05 - Prefix Sum

Problem¶

Given an array nums, precompute information such that you can efficiently answer multiple "Range Sum Queries". Each query consists of two indices $L$ and $R$, and requires the sum of elements in nums from index $L$ to index $R$ inclusive.

Intuition¶

The naive approach for each query is to iterate from $L$ to $R$ and calculate the sum, which takes $O(n)$ per query ($O(n \cdot q)$ total). Prefix sum optimizes this by precomputing a cumulative sum array $P$, where $P[i]$ stores the sum of all elements from index $0$ to $i$. Once $P$ is built, the sum of any range $[L, R]$ can be calculated in $O(1)$ time using the formula: $$\text{Sum}(L, R) = P[R] - P[L-1]$$ (Note: If $L=0$, the sum is simply $P[R]$).

Algorithm Steps¶

Create a prefixSum array of the same size as nums.
Precomputation: a. prefixSum[0] = nums[0]. b. For $i$ from $1$ to $n-1$: prefixSum[i] = prefixSum[i-1] + nums[i].
Query: a. For a range $[L, R]$: b. If $L == 0$, return prefixSum[R]. c.

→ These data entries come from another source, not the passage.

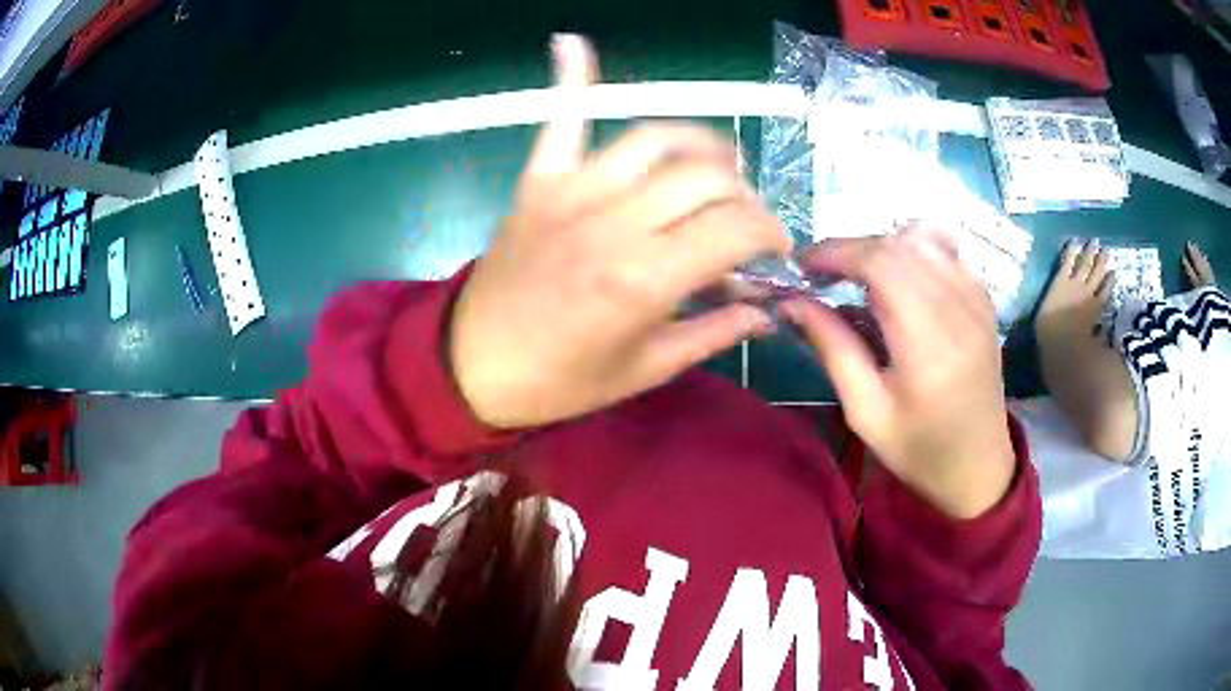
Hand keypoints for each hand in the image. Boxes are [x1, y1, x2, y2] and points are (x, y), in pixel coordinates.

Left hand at [448, 35, 791, 428]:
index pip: (736, 227)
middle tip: (743, 223)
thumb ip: (714, 333)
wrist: (473, 368)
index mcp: (645, 278)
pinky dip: (571, 80)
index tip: (776, 250)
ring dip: (699, 144)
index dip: (771, 232)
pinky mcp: (538, 182)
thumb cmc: (561, 381)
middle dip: (743, 196)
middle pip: (706, 176)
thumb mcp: (645, 371)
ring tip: (716, 165)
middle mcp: (615, 221)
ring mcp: (572, 192)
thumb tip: (767, 309)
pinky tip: (573, 41)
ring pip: (655, 139)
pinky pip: (558, 121)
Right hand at [781, 229, 1015, 518]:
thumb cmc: (919, 449)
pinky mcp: (985, 301)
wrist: (978, 466)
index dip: (838, 253)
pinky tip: (899, 280)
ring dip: (883, 248)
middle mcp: (960, 311)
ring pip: (924, 240)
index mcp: (929, 346)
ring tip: (859, 276)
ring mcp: (978, 301)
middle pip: (900, 245)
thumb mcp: (866, 412)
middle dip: (854, 249)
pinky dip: (913, 252)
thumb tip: (792, 301)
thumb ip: (833, 348)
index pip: (882, 264)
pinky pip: (945, 253)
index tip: (804, 265)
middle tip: (824, 274)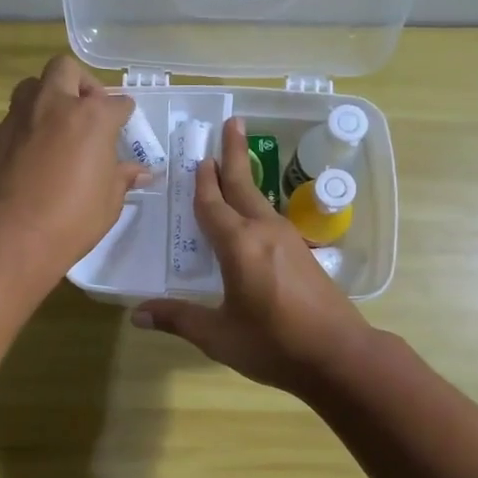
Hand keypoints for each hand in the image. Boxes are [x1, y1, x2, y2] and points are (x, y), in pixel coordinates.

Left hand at [0, 55, 143, 272]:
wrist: (14, 235)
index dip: (123, 115)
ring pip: (31, 86)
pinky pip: (12, 122)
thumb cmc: (73, 218)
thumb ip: (122, 177)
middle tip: (86, 110)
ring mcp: (19, 118)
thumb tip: (140, 172)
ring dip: (46, 98)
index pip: (117, 103)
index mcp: (91, 117)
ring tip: (54, 126)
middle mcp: (54, 106)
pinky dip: (24, 131)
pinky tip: (28, 157)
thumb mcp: (109, 201)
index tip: (123, 127)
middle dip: (79, 83)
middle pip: (66, 69)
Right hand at [132, 117, 373, 393]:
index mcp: (239, 245)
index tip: (197, 154)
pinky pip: (271, 218)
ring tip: (234, 162)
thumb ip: (179, 319)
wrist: (339, 355)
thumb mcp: (219, 336)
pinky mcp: (303, 253)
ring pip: (260, 200)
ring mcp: (288, 240)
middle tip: (231, 122)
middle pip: (243, 186)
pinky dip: (256, 205)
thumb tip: (137, 314)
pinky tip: (253, 214)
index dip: (201, 182)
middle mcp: (264, 232)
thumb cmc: (274, 345)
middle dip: (233, 154)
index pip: (212, 205)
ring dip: (245, 178)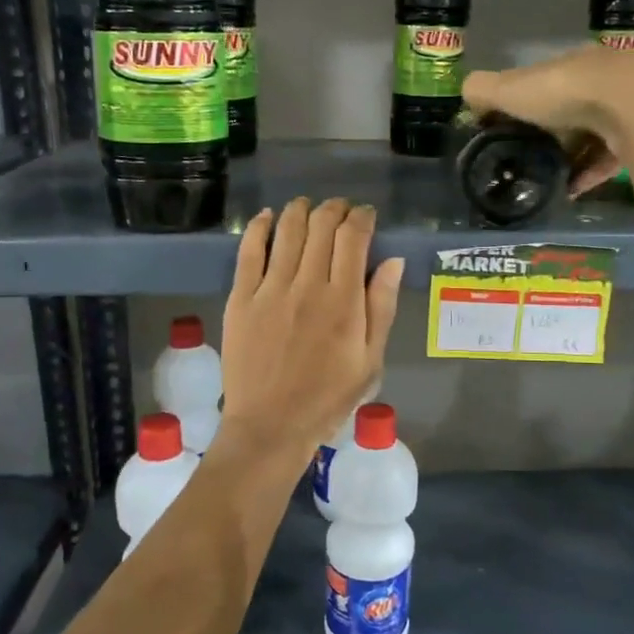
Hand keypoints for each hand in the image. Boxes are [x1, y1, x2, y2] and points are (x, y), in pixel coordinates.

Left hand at [219, 198, 403, 455]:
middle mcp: (308, 285)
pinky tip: (268, 217)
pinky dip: (260, 227)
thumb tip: (392, 260)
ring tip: (307, 206)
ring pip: (287, 231)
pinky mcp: (241, 299)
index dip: (362, 217)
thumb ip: (382, 307)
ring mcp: (270, 290)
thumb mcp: (371, 361)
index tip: (366, 215)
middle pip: (321, 226)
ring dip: (300, 210)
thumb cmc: (328, 398)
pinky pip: (249, 251)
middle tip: (339, 209)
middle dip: (334, 209)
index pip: (353, 238)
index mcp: (344, 301)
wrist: (271, 426)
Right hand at [463, 46, 633, 193]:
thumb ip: (484, 90)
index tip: (512, 127)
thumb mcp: (512, 89)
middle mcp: (607, 77)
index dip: (528, 101)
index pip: (548, 80)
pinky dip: (592, 173)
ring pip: (597, 132)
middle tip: (532, 158)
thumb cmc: (566, 93)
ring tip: (551, 181)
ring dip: (574, 156)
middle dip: (555, 131)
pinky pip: (614, 156)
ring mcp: (633, 105)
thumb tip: (465, 94)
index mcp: (575, 62)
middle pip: (575, 106)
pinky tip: (574, 190)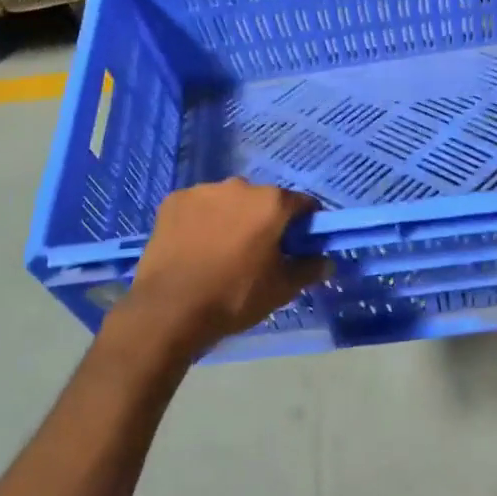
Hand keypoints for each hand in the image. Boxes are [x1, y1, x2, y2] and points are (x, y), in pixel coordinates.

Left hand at [116, 178, 329, 359]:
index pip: (302, 204)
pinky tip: (194, 246)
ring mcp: (203, 191)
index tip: (300, 243)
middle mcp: (239, 186)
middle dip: (264, 219)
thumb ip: (308, 269)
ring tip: (220, 250)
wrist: (169, 309)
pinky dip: (201, 220)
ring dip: (231, 217)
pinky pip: (197, 206)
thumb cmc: (234, 296)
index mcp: (271, 202)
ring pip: (227, 201)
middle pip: (262, 200)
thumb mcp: (280, 289)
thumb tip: (327, 261)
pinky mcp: (173, 201)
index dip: (305, 223)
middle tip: (257, 251)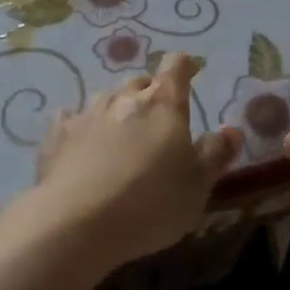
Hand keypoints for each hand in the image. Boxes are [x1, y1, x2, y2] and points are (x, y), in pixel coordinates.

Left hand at [30, 52, 241, 267]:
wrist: (76, 223)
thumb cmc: (150, 202)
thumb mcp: (197, 185)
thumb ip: (215, 154)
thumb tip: (232, 130)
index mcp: (163, 103)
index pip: (176, 66)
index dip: (184, 66)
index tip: (190, 72)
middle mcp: (124, 98)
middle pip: (140, 81)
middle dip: (151, 92)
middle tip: (159, 117)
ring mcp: (87, 114)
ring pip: (107, 98)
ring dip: (117, 109)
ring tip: (122, 133)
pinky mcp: (57, 136)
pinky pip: (72, 120)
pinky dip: (81, 126)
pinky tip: (80, 141)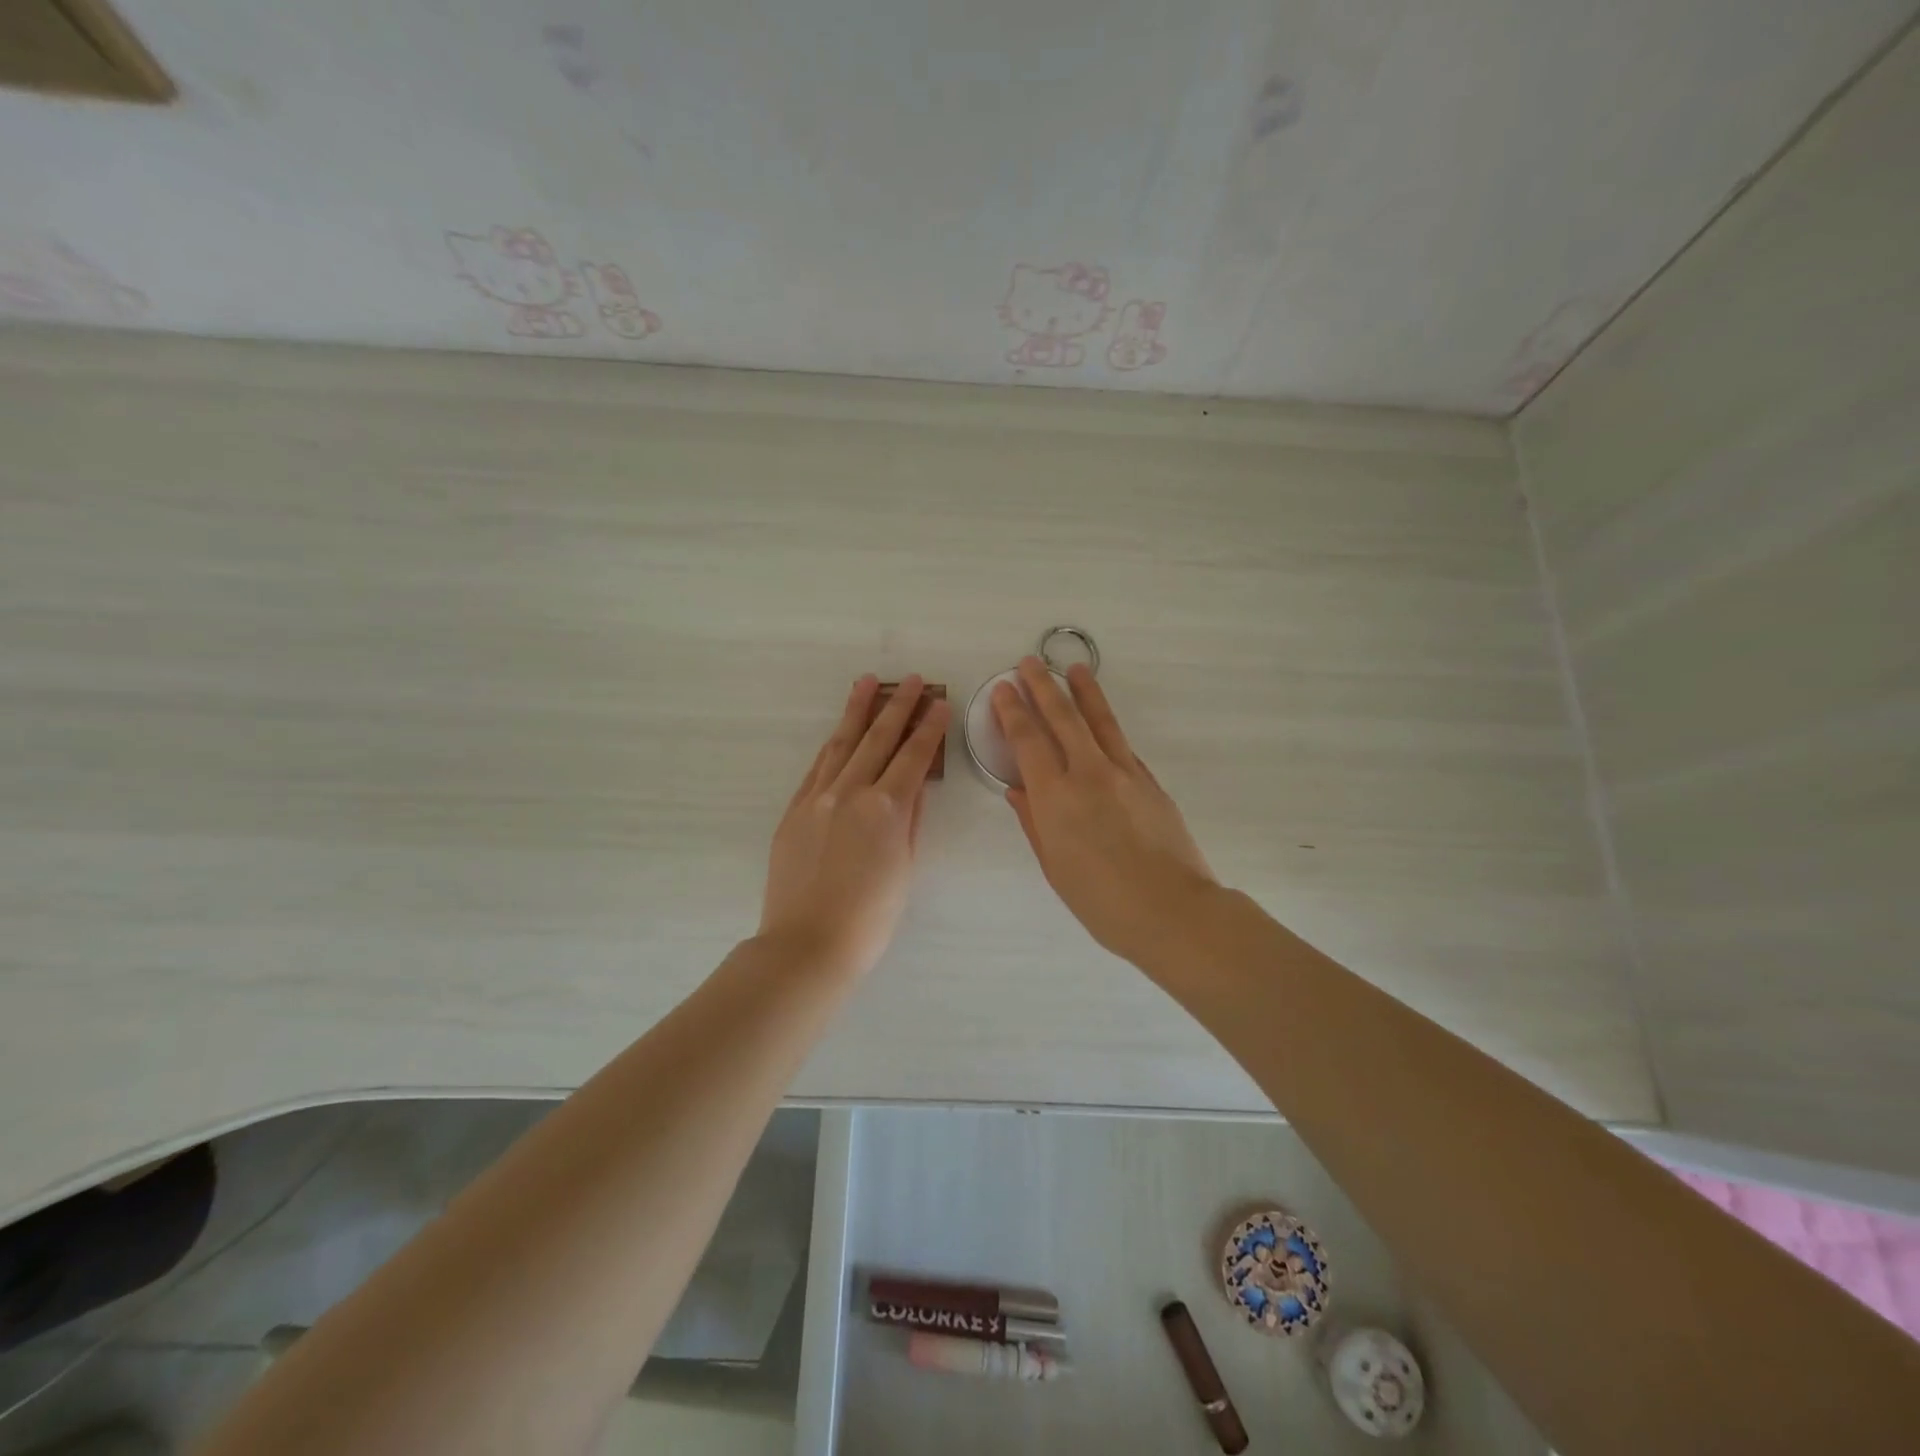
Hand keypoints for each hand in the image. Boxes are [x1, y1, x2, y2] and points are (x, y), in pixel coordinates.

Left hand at [759, 675, 949, 974]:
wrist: (807, 944)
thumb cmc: (869, 918)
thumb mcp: (904, 869)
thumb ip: (909, 822)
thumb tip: (914, 789)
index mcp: (886, 809)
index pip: (913, 757)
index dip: (929, 728)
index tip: (939, 703)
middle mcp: (851, 792)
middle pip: (877, 739)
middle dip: (897, 706)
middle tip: (910, 680)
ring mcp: (817, 798)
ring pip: (841, 743)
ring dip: (857, 711)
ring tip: (867, 683)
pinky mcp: (795, 810)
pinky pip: (817, 767)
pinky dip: (832, 745)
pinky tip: (839, 732)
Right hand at [993, 658, 1218, 966]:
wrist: (1172, 910)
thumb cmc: (1102, 901)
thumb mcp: (1055, 866)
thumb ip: (1034, 822)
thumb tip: (1018, 791)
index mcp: (1056, 797)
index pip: (1028, 740)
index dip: (1013, 711)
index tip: (1003, 688)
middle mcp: (1088, 773)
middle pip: (1062, 718)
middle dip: (1042, 686)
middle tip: (1029, 663)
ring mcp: (1124, 773)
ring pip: (1099, 721)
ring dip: (1083, 691)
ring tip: (1074, 669)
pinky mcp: (1150, 781)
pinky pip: (1122, 744)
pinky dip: (1107, 725)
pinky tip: (1102, 719)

Else, return prefixSum[R] - prefixSum[L-1].

Pseudocode¶

procedure buildPrefixSum(A)
    P := new array of size length(A)
    P[0] := A[0]
    for i := 1 to length(A) - 1 do
        P[i] := P[i-1] + A[i]
    end for
    return P
end procedure

procedure queryRange(P, L, R)
    if L == 0 then
        return P[R]
    else
        return P[R] - P[L-1]
    end if
end procedure

Java Code using JCF¶

Using a competitive programming structure.

import java.util.*;

public class Main {
    /**
     * Builds the prefix sum array
     */
    public static long[] buildPrefixSum(List<Integer> nums) {
        int n = nums.size();
        long[] P = new long[n];
        if (n == 0) return P;

        P[0] = nums.get(0);
        for (int i = 1; i < n; i++) {
            P[i] = P[i - 1] + nums.get(i);
        }
        return P;
    }

    public static void main(String[] args) {
        Scanner sc = new Scanner(System.in);

        if (sc.hasNextInt()) {
            int t = sc.nextInt();
            while (t-- > 0) {
                if (sc.hasNextInt()) {
                    int n = sc.nextInt();
                    List<Integer> nums = new ArrayList<>();
                    for (int i = 0; i < n; i++) {
                        if (sc.hasNextInt()) {
                            nums.add(sc.nextInt());
                        }
                    }

                    long[] prefixSum = buildPrefixSum(nums);

                    if (sc.hasNextInt()) {
                        int q = sc.nextInt(); // Number of queries
                        while (q-- > 0) {
                            if (sc.hasNextInt()) {
                                int L = sc.nextInt();
                                int R = sc.nextInt();

                                long result = (L == 0) ? prefixSum[R] : prefixSum[R] - prefixSum[L - 1];
                                System.out.println(result);
                            }
                        }
                    }
                }
            }
        }
        sc.close();
    }
}

Sample Input and Output¶

Input:

1
6
1 3 5 7 9 11
2
0 2
2 5

Output:

9
32

Complexity¶

Step	Time Complexity	Space Complexity
Precomputation	$O(n)$	$O(n)$
Query	$O(1)$	$O(1)$

Type: Precomputation / Range Query.
Sorted Required: No.
In-place: Can be done in-place to save space.

Example and Dry Run¶

Input: nums = [1, 3, 5, 7, 9, 11], queries: [0, 2], [2, 5]

Precompute P:
P[0] = 1
P[1] = 1 + 3 = 4
P[2] = 4 + 5 = 9
P[3] = 9 + 7 = 16
P[4] = 16 + 9 = 25
P[5] = 25 + 11 = 36
P = [1, 4, 9, 16, 25, 36]
Query [0, 2]: $L=0 \rightarrow P[2] = 9$.
Query [2, 5]: $L>0 \rightarrow P[5] - P[1] = 36 - 4 = 32$.

Final Result: 9, 32

Variations¶

2D Prefix Sum: Efficiently find the sum of any rectangle in a matrix using $O(1)$ queries after $O(n \cdot m)$ precomputation.
Difference Array: Inverse of prefix sum; used to perform $O(1)$ range updates and then finding the final array values using prefix sum.
Sum of Absolute Differences: Using prefix sums to calculate sum of differences for each element relative to all others in $O(n)$.